### RECORDS TO USE

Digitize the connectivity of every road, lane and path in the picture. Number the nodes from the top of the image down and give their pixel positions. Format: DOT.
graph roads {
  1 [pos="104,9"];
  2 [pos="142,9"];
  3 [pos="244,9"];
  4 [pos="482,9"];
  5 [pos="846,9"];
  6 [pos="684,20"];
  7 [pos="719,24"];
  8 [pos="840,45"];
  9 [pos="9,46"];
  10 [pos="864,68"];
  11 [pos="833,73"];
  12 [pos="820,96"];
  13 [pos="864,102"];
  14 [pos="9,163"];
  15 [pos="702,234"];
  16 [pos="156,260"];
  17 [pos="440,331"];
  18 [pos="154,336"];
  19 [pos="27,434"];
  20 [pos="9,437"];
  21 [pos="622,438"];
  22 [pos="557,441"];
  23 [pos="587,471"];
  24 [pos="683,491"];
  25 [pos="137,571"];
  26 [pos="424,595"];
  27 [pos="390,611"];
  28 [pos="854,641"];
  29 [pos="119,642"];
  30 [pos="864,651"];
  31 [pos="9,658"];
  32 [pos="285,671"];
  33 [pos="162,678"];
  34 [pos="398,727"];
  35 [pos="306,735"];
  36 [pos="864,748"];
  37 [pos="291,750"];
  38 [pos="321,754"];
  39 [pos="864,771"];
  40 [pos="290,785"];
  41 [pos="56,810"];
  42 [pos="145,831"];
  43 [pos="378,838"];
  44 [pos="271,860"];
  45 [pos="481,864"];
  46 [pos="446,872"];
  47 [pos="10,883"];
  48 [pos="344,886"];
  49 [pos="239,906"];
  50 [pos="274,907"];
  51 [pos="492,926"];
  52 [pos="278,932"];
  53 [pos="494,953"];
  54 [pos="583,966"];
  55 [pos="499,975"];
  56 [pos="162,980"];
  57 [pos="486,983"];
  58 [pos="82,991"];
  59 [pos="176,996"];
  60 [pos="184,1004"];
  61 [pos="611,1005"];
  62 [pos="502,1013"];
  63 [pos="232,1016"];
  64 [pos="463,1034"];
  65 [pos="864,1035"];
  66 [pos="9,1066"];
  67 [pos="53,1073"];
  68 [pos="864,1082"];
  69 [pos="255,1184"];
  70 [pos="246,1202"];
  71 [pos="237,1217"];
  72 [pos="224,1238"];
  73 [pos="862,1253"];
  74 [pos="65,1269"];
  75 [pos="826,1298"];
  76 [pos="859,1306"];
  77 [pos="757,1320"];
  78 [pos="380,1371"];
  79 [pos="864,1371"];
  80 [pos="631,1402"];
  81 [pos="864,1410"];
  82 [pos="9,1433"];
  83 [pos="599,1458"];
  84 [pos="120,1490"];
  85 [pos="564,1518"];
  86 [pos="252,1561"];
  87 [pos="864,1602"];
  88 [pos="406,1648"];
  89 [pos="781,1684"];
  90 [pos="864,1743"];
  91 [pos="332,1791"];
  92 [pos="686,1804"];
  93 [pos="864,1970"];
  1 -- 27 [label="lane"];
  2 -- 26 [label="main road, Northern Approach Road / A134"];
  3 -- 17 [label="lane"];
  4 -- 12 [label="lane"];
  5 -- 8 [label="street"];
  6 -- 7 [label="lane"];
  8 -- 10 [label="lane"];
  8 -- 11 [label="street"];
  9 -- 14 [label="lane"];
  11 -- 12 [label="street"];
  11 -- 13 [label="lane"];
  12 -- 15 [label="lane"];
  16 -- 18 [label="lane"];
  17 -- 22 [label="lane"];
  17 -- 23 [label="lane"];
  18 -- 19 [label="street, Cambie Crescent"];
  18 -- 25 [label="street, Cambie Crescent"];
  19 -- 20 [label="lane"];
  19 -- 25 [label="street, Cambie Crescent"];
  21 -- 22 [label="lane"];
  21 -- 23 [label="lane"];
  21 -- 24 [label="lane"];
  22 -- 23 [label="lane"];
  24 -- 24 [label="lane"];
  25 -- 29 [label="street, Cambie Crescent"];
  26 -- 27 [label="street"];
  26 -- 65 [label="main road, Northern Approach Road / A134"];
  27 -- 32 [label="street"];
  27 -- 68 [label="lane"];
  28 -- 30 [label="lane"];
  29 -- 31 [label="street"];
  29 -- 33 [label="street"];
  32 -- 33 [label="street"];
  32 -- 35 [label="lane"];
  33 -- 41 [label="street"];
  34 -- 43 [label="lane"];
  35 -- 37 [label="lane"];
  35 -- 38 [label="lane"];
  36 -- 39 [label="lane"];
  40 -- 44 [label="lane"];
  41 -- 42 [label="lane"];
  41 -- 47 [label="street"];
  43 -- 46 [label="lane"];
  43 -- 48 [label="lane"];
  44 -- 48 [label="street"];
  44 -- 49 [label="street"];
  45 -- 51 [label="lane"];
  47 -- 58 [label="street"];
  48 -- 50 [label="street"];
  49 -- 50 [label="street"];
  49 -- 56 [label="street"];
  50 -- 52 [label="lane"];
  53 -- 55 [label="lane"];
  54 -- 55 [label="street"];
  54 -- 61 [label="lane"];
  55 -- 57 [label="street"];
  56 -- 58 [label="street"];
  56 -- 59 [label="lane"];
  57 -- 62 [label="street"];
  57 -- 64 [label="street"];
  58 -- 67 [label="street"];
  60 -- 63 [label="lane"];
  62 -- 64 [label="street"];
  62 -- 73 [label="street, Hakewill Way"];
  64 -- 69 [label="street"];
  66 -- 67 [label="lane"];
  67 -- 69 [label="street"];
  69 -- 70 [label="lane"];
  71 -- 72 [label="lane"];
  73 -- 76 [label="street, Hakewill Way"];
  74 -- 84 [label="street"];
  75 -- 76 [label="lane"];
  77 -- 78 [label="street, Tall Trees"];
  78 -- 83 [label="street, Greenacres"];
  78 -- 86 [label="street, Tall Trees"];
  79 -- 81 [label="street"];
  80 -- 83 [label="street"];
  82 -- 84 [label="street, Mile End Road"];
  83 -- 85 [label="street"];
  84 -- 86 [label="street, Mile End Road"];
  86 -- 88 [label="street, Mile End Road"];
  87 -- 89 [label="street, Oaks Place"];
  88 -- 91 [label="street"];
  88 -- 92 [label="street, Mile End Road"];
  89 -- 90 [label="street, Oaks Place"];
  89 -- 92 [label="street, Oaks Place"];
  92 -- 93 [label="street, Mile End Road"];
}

######

Look through the material above. Copy each line where the word "Hakewill" appears.

- WRITTEN RESPONSE:
  62 -- 73 [label="street, Hakewill Way"];
  73 -- 76 [label="street, Hakewill Way"];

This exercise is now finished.